We’re in the process of writing some more detailed information about some of the stunning, interesting and weird places we visited but for now this serves as an overview about a country that doesn’t get a lot of worldwide press. I give you a ‘non-exhaustive but a great place to start’ list of awesome things to do in Kyrgyzstan! From museums to mountains, walnuts to windows have a look at all the brilliant attractions in Kyrgyzstan!
Head up a Mountain
Kyrgyzstan is king when it comes to hiking. With beautiful mountain settings to rival New Zealand and low (although steadily increasing) tourist numbers the untouched nature of the country is any hiker’s paradise. The areas around Karakol are the best for hiking and here you’ll find all kinds of day and multi-day trekking options. The little village or Jyrgalan also makes a great base and Alakol-Jyrgalan Guest House has super comfortable mattresses and a sauna to ease the sore muscles after a trek.

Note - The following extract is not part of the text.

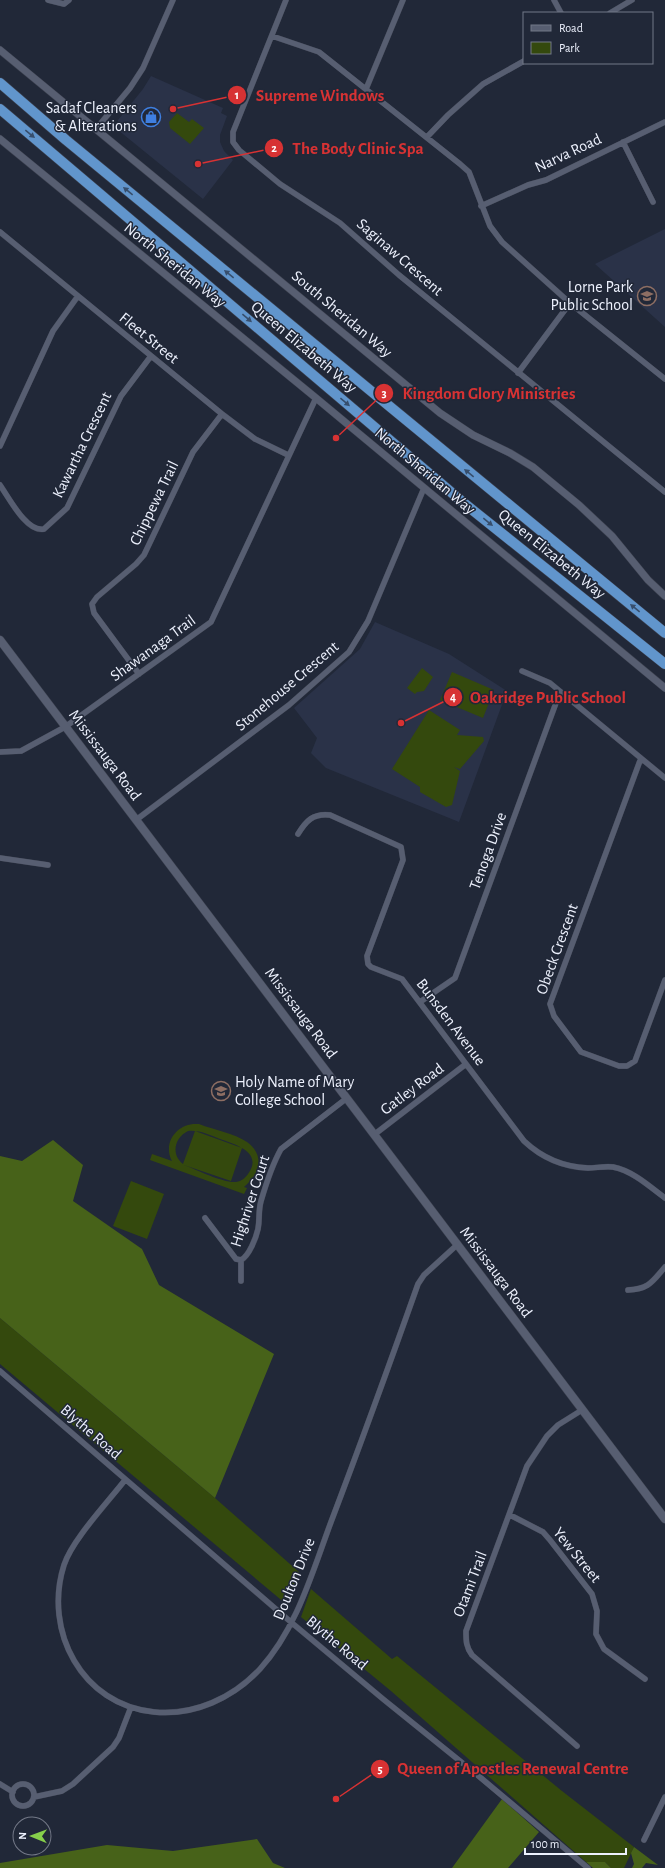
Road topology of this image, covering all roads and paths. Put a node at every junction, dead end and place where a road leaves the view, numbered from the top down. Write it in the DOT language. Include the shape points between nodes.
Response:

For more hiking info have a read about our 3 day trek to Ala-Kul alpine lake and these awesome day hike options from Jyrgalan (coming soon).
Sleep in a Yurt
Yurts are the epitome of nomadic life and no trip to Kyrgyzstan would be complete without spending at least one night amidst the cosy felt surroundings of a traditional yurt. Over the summer months many yurt camps are set up in convenient places for tourists to stay including the south shore of Issyk-Kul lake, Song-Kul and Jyrgalan and along many of the popular hiking routes. If you fancy getting more off the beaten path you can head off to some of the less frequented hiking areas and find yourself some actual shepherds living in their yurts over the summer months.
We loved our stay on the South shore of lake Issyk-Kul at Bel Tam Yurt Camp. Check prices here.
This is the name for traditional eagle hunting in Kyrgyzstan. Salbaruun is still very much a living tradition and eagles are trained throughout the country to chase and hunt prey. The World Nomad Games was a huge gathering of eagle hunters from all over Central Asia and was an amazing spectacle. If you want to arrange to watch a demonstration and take photos of these amazing animals you can get in touch with Destination South Shore who can contact the local Salbaruun club.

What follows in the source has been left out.